The author should join here and work through those questions!
 
Yes, this is surely not at a scientific level of what we're looking for here at S4ME! Absolutely agree!
Interesting though that other people also are trying to hypothesize the topic.
Shared it more as a curiosity than as a sound scientific hypothesis :)
 
This blogpost is not unhelpful, it's a person with some interest in the disease kicking the tires of some ideas, large and small. This is part of the intellectual environment, alongside forums like this, and formal research.

It contains a few things.

One is the idea of "setpoints" which seems to be another way of expressing the idea of "bi-stability" that so excites Robert Phair. Essentially a system with multipl stable equilibria and the possibility of being shifted from one to another and being unable to get back.

This is also related to Naviaux's idea of salugenesis: that getting from sick back to well is a process that needs to function properly.

The author uses obesity as an analogy for setpoints, which I don't love, but don't mind. it's another metabolic condition that is frustrating to combat and highly stigmatised. Although it can be temporarily defeated by pure suffering (an obese person can be starved thin, there's no parallel where we can be forced from our setpoint).

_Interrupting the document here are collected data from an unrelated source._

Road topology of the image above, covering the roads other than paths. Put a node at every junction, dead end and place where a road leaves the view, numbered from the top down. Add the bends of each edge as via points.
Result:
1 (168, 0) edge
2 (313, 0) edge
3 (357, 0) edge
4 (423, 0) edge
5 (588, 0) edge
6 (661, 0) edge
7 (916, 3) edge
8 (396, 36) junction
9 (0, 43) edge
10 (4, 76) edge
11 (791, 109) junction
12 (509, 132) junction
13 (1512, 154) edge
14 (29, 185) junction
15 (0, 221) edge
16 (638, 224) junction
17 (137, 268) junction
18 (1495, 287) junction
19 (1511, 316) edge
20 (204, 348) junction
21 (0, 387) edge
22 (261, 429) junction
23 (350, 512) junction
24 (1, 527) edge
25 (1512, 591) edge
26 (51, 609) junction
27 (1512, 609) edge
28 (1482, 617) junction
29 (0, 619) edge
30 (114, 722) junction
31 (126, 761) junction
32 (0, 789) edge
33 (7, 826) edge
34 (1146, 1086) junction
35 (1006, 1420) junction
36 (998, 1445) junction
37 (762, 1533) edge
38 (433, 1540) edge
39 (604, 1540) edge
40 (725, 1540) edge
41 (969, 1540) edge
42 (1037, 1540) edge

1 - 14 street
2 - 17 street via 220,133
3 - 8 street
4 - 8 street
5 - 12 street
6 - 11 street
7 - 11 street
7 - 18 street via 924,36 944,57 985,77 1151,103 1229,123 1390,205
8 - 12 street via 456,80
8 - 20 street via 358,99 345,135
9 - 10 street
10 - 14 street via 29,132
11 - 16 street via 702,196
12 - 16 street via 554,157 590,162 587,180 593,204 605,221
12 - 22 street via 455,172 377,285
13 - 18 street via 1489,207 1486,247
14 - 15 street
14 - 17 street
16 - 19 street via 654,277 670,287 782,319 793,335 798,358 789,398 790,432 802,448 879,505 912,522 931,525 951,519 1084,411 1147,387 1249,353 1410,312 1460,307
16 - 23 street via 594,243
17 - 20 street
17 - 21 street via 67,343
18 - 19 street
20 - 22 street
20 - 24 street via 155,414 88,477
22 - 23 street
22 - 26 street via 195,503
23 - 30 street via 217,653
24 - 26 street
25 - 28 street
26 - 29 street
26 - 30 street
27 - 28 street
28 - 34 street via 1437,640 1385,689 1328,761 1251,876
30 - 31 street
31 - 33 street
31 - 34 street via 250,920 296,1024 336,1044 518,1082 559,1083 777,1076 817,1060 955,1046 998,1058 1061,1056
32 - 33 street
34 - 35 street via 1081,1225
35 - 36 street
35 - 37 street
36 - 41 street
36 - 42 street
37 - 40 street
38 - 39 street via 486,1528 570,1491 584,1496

The post also contains a few hypotheses: fast-clearing viruses don't lead to me/cfs. slow-clearing viruses do. It's a neat idea. And it is presented as a speculation, not a fact, which is a legitimate thing to do. And the idea that exercising during convalescence makes you more prone to getting me/cfs. I know I ran out on the Footscray Hockey field on that ill-fated day in 2002 and felt so strange I had to ask the coach to put me back on the bench in the first half. But I don't know whether staying home that day would have changed the rest of my life. Maybe!

It discusses the possibility that the disease is maintained by epigenetic markers, or maybe by neuron death, which would be much worse.


Yes, this is surely not at a scientific level of what we're looking for here at S4ME!
I'm not sure I agree ! Hypothesis creation is part of science, meta-cognition about the categories into which me/cfs falls, the parallels it has with other illnesses, and how to conceptualise it- this is a legitimate topic. Not everything has to be, you know, lists of mRNAs with bonferroni-adjusted q-values for their fold changes!

We are allowed to discuss ideas! The ones in this blogpost are well-considered, probably wrong - as are most hypotheses - but worth having read.